__WHAT THE EXERCISE ASKS__. Find the word "Dunant" in the records and copy every line where it occurs.

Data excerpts

■ ■ ■ ■ ■

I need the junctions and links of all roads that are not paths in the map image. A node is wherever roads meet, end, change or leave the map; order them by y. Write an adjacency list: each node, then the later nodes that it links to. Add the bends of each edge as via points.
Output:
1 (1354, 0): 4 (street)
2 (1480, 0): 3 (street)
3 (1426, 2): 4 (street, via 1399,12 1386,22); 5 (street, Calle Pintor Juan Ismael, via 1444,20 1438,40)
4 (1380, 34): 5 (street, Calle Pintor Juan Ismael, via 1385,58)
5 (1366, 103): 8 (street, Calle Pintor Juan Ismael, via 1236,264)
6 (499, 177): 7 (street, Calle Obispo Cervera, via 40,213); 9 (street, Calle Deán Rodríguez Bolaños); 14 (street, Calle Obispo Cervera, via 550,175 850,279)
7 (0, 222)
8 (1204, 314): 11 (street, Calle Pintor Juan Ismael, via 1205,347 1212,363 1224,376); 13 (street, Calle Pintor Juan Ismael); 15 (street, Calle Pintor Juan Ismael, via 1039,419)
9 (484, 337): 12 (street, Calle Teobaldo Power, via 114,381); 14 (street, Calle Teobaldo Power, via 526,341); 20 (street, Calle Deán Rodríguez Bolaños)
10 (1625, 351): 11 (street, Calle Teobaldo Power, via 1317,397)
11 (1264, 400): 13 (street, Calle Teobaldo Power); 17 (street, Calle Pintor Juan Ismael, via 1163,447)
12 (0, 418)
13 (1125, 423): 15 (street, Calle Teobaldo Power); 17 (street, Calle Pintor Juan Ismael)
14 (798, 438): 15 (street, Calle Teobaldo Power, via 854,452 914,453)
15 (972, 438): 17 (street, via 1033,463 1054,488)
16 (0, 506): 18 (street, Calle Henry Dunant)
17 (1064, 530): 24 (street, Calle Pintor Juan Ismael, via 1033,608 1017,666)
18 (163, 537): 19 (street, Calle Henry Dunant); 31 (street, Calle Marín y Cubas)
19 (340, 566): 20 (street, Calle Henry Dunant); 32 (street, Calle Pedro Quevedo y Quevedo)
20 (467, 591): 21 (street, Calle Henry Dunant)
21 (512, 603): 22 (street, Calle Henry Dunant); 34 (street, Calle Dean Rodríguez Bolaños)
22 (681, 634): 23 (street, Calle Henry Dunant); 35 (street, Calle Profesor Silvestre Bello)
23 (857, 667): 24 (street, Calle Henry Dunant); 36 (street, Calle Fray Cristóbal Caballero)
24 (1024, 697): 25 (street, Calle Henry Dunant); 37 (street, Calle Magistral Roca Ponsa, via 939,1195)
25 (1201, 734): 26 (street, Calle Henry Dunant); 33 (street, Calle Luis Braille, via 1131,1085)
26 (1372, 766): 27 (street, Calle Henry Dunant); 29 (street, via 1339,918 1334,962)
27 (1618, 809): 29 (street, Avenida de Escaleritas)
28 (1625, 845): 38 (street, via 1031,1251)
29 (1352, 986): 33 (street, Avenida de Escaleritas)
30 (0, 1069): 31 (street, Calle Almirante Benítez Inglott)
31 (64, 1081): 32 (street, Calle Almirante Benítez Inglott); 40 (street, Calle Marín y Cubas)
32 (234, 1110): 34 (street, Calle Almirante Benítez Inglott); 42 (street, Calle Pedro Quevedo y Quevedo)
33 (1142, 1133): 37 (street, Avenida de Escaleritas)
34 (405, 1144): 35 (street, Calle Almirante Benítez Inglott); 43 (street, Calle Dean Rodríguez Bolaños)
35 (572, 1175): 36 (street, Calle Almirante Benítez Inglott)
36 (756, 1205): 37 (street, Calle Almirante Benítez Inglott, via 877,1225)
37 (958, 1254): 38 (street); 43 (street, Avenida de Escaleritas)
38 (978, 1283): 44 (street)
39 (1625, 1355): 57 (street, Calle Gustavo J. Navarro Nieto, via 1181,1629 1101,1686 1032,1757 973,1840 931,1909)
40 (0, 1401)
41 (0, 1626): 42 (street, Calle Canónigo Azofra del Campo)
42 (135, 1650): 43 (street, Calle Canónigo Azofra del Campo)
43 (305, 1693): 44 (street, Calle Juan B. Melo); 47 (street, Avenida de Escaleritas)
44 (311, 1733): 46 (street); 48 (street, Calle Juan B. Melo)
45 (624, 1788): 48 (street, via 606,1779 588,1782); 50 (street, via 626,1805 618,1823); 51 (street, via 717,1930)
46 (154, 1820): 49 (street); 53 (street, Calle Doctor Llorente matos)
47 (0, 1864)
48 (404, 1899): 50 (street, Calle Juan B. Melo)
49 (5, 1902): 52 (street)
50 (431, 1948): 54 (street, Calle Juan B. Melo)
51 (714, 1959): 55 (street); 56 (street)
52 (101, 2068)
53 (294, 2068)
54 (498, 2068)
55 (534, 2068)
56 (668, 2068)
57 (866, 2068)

■ ■ ■ ■ ■

__COMPLETED TASK__.
16 (0, 506): 18 (street, Calle Henry Dunant)
18 (163, 537): 19 (street, Calle Henry Dunant); 31 (street, Calle Marín y Cubas)
19 (340, 566): 20 (street, Calle Henry Dunant); 32 (street, Calle Pedro Quevedo y Quevedo)
20 (467, 591): 21 (street, Calle Henry Dunant)
21 (512, 603): 22 (street, Calle Henry Dunant); 34 (street, Calle Dean Rodríguez Bolaños)
22 (681, 634): 23 (street, Calle Henry Dunant); 35 (street, Calle Profesor Silvestre Bello)
23 (857, 667): 24 (street, Calle Henry Dunant); 36 (street, Calle Fray Cristóbal Caballero)
24 (1024, 697): 25 (street, Calle Henry Dunant); 37 (street, Calle Magistral Roca Ponsa, via 939,1195)
25 (1201, 734): 26 (street, Calle Henry Dunant); 33 (street, Calle Luis Braille, via 1131,1085)
26 (1372, 766): 27 (street, Calle Henry Dunant); 29 (street, via 1339,918 1334,962)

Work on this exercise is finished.